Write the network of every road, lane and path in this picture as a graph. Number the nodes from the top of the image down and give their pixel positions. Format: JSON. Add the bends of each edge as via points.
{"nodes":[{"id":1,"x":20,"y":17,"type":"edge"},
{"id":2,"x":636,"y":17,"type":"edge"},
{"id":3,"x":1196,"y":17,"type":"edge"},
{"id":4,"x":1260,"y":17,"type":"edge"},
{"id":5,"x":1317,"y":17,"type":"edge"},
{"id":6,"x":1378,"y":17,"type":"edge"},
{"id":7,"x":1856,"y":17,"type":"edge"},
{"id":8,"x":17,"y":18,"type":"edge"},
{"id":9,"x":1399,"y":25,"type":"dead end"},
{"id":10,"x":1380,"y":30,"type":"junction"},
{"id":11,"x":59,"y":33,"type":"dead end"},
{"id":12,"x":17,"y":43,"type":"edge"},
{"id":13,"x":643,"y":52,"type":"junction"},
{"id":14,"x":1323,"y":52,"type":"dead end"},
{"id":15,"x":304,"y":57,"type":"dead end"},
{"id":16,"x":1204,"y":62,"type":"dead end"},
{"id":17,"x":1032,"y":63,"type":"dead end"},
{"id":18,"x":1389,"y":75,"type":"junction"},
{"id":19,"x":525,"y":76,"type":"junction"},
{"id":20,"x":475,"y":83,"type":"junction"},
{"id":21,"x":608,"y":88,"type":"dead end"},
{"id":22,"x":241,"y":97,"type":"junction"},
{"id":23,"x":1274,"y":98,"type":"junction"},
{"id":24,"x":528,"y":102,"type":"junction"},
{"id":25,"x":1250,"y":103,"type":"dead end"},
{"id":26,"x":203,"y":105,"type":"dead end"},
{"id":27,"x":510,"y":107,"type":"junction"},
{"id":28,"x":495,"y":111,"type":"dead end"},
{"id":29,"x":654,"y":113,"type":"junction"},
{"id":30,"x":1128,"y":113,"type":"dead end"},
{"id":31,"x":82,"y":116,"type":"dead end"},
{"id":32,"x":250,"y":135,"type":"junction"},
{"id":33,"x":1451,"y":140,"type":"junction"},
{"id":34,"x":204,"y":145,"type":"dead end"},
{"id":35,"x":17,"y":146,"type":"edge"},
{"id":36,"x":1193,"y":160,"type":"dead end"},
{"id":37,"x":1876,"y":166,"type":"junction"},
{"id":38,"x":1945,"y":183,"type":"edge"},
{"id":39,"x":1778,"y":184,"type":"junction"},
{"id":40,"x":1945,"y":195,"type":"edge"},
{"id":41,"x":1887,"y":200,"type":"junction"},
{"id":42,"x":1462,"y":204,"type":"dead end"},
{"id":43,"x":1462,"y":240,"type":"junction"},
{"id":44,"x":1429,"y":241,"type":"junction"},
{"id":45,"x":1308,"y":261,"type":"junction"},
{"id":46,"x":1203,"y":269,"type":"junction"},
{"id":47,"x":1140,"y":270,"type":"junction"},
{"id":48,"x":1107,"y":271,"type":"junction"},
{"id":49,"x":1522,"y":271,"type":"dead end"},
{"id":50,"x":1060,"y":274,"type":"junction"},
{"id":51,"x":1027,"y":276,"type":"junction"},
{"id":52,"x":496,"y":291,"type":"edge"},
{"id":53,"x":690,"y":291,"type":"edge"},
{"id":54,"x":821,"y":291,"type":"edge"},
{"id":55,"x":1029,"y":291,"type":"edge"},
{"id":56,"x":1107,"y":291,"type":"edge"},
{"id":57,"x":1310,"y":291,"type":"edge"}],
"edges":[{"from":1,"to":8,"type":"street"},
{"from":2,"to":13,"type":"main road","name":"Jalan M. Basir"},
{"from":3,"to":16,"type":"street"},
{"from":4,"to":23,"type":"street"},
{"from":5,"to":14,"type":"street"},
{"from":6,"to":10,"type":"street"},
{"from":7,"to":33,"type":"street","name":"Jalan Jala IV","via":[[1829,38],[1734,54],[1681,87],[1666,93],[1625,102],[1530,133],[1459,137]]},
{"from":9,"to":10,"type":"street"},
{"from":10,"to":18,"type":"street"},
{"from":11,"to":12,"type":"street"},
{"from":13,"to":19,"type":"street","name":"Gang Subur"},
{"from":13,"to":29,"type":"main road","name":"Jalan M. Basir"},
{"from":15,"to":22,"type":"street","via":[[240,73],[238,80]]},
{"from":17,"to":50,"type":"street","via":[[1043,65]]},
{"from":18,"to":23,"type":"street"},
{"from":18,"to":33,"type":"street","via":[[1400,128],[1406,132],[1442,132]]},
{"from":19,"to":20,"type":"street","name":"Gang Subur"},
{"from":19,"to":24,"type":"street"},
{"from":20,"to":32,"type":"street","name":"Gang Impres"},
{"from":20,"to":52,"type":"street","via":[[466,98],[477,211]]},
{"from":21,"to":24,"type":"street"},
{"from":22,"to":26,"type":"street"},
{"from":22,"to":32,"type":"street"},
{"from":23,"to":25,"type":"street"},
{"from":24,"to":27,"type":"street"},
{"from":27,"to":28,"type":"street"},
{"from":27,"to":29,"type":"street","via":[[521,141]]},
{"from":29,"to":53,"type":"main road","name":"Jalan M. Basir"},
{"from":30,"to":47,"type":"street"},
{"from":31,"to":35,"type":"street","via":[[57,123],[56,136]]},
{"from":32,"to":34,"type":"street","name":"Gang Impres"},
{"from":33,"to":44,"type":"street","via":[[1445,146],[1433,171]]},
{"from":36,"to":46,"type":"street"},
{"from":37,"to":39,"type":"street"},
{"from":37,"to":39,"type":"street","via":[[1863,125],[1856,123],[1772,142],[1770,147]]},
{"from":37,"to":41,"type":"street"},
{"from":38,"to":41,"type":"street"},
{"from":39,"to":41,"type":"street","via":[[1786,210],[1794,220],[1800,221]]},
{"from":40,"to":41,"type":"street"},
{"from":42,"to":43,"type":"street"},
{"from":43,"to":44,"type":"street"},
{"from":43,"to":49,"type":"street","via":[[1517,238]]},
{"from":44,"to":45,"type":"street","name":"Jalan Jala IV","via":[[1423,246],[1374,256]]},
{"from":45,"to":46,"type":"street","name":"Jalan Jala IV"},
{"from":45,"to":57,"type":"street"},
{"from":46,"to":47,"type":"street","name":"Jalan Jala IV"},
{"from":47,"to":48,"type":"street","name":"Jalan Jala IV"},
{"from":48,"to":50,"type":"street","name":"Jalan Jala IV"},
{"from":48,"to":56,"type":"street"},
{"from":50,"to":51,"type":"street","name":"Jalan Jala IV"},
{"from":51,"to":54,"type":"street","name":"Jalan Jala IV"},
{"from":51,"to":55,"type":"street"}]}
- - - -
- Work instruction:
Would you filter the records and copy out each line containing "Subur"?

- Exercise response:
{"from":13,"to":19,"type":"street","name":"Gang Subur"},
{"from":19,"to":20,"type":"street","name":"Gang Subur"},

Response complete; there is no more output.